Shapely 1.x vs Shapely 2.0 Vectorization

Shapely 2.0 was a ground-up rewrite around a NumPy-style vectorized API, and it changes how fast geometry operations run and how you should write them. Code that loops over geometries the 1.x way still works, but leaves most of the speedup on the table. This guide compares the two and shows the vectorized idioms. It is for anyone whose Shapely-heavy code feels slow. It sits under Shapely Geometry Operations in Mastering Core Geospatial Python Libraries.

Shapely 2.0 moves the loop into C: operations apply across arrays of geometries in a single call.

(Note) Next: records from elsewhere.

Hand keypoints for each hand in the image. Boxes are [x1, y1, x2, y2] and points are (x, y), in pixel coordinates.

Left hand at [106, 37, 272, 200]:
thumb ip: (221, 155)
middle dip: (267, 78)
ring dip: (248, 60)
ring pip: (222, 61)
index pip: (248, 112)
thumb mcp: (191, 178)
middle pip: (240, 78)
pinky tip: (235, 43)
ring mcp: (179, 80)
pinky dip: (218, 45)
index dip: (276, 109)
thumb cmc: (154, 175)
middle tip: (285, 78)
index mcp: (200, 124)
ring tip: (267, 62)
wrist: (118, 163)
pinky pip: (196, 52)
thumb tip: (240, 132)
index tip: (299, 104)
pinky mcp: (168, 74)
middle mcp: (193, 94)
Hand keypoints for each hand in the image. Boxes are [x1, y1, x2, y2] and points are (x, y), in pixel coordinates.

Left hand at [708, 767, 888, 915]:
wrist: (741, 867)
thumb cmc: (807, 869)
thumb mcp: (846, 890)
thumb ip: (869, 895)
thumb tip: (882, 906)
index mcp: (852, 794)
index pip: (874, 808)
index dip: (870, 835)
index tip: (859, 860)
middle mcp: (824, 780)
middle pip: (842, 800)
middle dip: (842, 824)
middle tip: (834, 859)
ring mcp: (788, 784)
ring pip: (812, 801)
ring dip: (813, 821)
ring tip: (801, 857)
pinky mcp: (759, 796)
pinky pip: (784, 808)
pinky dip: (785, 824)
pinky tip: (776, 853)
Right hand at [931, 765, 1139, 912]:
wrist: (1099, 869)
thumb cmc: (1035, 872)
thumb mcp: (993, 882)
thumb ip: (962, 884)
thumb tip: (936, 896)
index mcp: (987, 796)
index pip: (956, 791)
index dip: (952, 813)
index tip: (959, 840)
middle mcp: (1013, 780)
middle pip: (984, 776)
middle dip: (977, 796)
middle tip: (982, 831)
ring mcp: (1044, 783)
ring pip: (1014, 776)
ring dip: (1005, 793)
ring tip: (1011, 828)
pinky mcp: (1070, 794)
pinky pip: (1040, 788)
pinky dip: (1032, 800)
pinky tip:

Why This Approach / What Goes Wrong

In Shapely 1.x, every operation went through a Python method on a single geometry object, so processing a million polygons meant a million Python-level GEOS calls. Shapely 2.0 exposes module-level functions (shapely.area, shapely.buffer, shapely.intersects) that accept NumPy arrays of geometries and execute the loop in C, often 5–100× faster on bulk work. The catch during migration: a handful of 1.x behaviors changed — iterating a multipart geometry, the .ctypes/array interface, and some cascaded_union-era names — so old code can break subtly. The biggest missed opportunity is writing 2.0 like 1.x: looping with .apply() or a Python for instead of passing the whole array. If you use GeoPandas DataFrames Explained, you already get 2.0 vectorization for column operations for free.

Prerequisites

shapely>=2.0
numpy>=1.26
geopandas>=0.14 (optional, for the DataFrame comparison)

conda install -c conda-forge "shapely=2.0.*" "numpy=1.26.*" "geopandas=0.14.*"

Step-by-Step Implementation

1. The 1.x idiom — a Python loop over objects (still valid, but slow at scale).

from shapely.geometry import Point

points = [Point(x, x) for x in range(1_000_000)]
# One GEOS round trip per object
buffers_loop = [p.buffer(10) for p in points]
areas_loop = [p.buffer(10).area for p in points]

2. The 2.0 idiom — operate on a NumPy array in one call.

import numpy as np
import shapely

pts = shapely.points(np.arange(1_000_000), np.arange(1_000_000))
buffers_vec = shapely.buffer(pts, 10)        # whole array, C-level loop
areas_vec = shapely.area(buffers_vec)        # returns a NumPy array

3. Vectorized predicates replace per-pair loops.

import numpy as np
import shapely

a = shapely.points(np.random.rand(100_000), np.random.rand(100_000))
boundary = shapely.box(0.2, 0.2, 0.8, 0.8)
inside = shapely.contains(boundary, a)       # boolean NumPy array, one call
print("Inside count:", int(inside.sum()))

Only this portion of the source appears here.